> **What you should do**
Repeat every line below exactly, word for word.

> **Provided records**
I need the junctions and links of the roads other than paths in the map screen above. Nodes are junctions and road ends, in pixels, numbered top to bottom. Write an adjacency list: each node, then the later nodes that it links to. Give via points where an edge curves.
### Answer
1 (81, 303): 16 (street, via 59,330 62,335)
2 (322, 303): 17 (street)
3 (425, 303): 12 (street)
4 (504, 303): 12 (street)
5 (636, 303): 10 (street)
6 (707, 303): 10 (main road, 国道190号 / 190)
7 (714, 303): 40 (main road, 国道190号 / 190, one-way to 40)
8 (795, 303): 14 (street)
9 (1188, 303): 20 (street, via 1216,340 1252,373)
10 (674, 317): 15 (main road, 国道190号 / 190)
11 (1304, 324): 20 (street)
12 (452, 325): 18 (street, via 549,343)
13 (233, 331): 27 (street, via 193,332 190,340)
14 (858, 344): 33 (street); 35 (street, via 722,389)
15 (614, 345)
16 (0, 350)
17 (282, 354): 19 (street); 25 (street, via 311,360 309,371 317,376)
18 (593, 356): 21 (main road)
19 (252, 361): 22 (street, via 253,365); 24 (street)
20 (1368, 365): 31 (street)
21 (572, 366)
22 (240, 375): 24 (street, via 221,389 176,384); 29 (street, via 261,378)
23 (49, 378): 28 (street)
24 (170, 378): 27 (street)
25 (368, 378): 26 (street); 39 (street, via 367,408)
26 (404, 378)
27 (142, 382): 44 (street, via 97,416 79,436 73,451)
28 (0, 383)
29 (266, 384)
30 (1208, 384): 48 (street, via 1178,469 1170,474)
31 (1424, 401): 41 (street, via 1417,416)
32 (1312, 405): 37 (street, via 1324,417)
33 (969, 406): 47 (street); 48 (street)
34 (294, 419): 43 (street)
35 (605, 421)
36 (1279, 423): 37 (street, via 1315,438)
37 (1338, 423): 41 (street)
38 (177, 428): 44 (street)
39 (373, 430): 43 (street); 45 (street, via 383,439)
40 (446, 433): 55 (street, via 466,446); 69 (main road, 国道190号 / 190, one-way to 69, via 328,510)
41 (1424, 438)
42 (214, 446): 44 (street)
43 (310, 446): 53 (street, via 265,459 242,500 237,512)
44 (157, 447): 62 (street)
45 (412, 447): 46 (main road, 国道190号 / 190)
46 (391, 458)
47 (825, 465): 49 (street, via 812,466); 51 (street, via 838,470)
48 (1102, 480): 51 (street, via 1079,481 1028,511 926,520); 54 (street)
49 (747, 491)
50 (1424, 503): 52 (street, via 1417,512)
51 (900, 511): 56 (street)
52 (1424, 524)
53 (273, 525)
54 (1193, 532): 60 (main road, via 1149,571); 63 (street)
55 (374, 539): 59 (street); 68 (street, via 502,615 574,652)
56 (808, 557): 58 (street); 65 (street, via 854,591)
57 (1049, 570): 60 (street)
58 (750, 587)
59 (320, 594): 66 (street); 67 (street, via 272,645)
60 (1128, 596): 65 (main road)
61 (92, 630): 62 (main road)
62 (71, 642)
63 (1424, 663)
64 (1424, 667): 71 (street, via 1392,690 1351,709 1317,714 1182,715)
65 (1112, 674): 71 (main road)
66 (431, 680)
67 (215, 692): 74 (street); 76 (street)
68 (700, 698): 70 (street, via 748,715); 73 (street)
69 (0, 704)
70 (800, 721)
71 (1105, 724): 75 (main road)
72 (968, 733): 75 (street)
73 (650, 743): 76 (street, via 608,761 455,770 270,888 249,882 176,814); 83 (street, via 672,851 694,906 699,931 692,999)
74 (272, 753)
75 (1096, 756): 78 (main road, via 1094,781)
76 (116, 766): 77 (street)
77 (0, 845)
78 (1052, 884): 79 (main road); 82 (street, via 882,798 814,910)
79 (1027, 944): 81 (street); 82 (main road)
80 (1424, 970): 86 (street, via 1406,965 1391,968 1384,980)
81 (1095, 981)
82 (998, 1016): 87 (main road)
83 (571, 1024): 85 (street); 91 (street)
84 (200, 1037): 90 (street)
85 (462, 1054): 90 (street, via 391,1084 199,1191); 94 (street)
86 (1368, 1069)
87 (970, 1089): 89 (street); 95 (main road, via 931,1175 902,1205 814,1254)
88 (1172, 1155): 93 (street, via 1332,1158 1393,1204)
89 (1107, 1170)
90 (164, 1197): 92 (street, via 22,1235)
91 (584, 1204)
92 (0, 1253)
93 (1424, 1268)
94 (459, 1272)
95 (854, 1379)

> **Answer box**
I need the junctions and links of the roads other than paths in the map screen above. Nodes are junctions and road ends, in pixels, numbered top to bottom. Write an adjacency list: each node, then the later nodes that it links to. Give via points where an edge curves.
### Answer
1 (81, 303): 16 (street, via 59,330 62,335)
2 (322, 303): 17 (street)
3 (425, 303): 12 (street)
4 (504, 303): 12 (street)
5 (636, 303): 10 (street)
6 (707, 303): 10 (main road, 国道190号 / 190)
7 (714, 303): 40 (main road, 国道190号 / 190, one-way to 40)
8 (795, 303): 14 (street)
9 (1188, 303): 20 (street, via 1216,340 1252,373)
10 (674, 317): 15 (main road, 国道190号 / 190)
11 (1304, 324): 20 (street)
12 (452, 325): 18 (street, via 549,343)
13 (233, 331): 27 (street, via 193,332 190,340)
14 (858, 344): 33 (street); 35 (street, via 722,389)
15 (614, 345)
16 (0, 350)
17 (282, 354): 19 (street); 25 (street, via 311,360 309,371 317,376)
18 (593, 356): 21 (main road)
19 (252, 361): 22 (street, via 253,365); 24 (street)
20 (1368, 365): 31 (street)
21 (572, 366)
22 (240, 375): 24 (street, via 221,389 176,384); 29 (street, via 261,378)
23 (49, 378): 28 (street)
24 (170, 378): 27 (street)
25 (368, 378): 26 (street); 39 (street, via 367,408)
26 (404, 378)
27 (142, 382): 44 (street, via 97,416 79,436 73,451)
28 (0, 383)
29 (266, 384)
30 (1208, 384): 48 (street, via 1178,469 1170,474)
31 (1424, 401): 41 (street, via 1417,416)
32 (1312, 405): 37 (street, via 1324,417)
33 (969, 406): 47 (street); 48 (street)
34 (294, 419): 43 (street)
35 (605, 421)
36 (1279, 423): 37 (street, via 1315,438)
37 (1338, 423): 41 (street)
38 (177, 428): 44 (street)
39 (373, 430): 43 (street); 45 (street, via 383,439)
40 (446, 433): 55 (street, via 466,446); 69 (main road, 国道190号 / 190, one-way to 69, via 328,510)
41 (1424, 438)
42 (214, 446): 44 (street)
43 (310, 446): 53 (street, via 265,459 242,500 237,512)
44 (157, 447): 62 (street)
45 (412, 447): 46 (main road, 国道190号 / 190)
46 (391, 458)
47 (825, 465): 49 (street, via 812,466); 51 (street, via 838,470)
48 (1102, 480): 51 (street, via 1079,481 1028,511 926,520); 54 (street)
49 (747, 491)
50 (1424, 503): 52 (street, via 1417,512)
51 (900, 511): 56 (street)
52 (1424, 524)
53 (273, 525)
54 (1193, 532): 60 (main road, via 1149,571); 63 (street)
55 (374, 539): 59 (street); 68 (street, via 502,615 574,652)
56 (808, 557): 58 (street); 65 (street, via 854,591)
57 (1049, 570): 60 (street)
58 (750, 587)
59 (320, 594): 66 (street); 67 (street, via 272,645)
60 (1128, 596): 65 (main road)
61 (92, 630): 62 (main road)
62 (71, 642)
63 (1424, 663)
64 (1424, 667): 71 (street, via 1392,690 1351,709 1317,714 1182,715)
65 (1112, 674): 71 (main road)
66 (431, 680)
67 (215, 692): 74 (street); 76 (street)
68 (700, 698): 70 (street, via 748,715); 73 (street)
69 (0, 704)
70 (800, 721)
71 (1105, 724): 75 (main road)
72 (968, 733): 75 (street)
73 (650, 743): 76 (street, via 608,761 455,770 270,888 249,882 176,814); 83 (street, via 672,851 694,906 699,931 692,999)
74 (272, 753)
75 (1096, 756): 78 (main road, via 1094,781)
76 (116, 766): 77 (street)
77 (0, 845)
78 (1052, 884): 79 (main road); 82 (street, via 882,798 814,910)
79 (1027, 944): 81 (street); 82 (main road)
80 (1424, 970): 86 (street, via 1406,965 1391,968 1384,980)
81 (1095, 981)
82 (998, 1016): 87 (main road)
83 (571, 1024): 85 (street); 91 (street)
84 (200, 1037): 90 (street)
85 (462, 1054): 90 (street, via 391,1084 199,1191); 94 (street)
86 (1368, 1069)
87 (970, 1089): 89 (street); 95 (main road, via 931,1175 902,1205 814,1254)
88 (1172, 1155): 93 (street, via 1332,1158 1393,1204)
89 (1107, 1170)
90 (164, 1197): 92 (street, via 22,1235)
91 (584, 1204)
92 (0, 1253)
93 (1424, 1268)
94 (459, 1272)
95 (854, 1379)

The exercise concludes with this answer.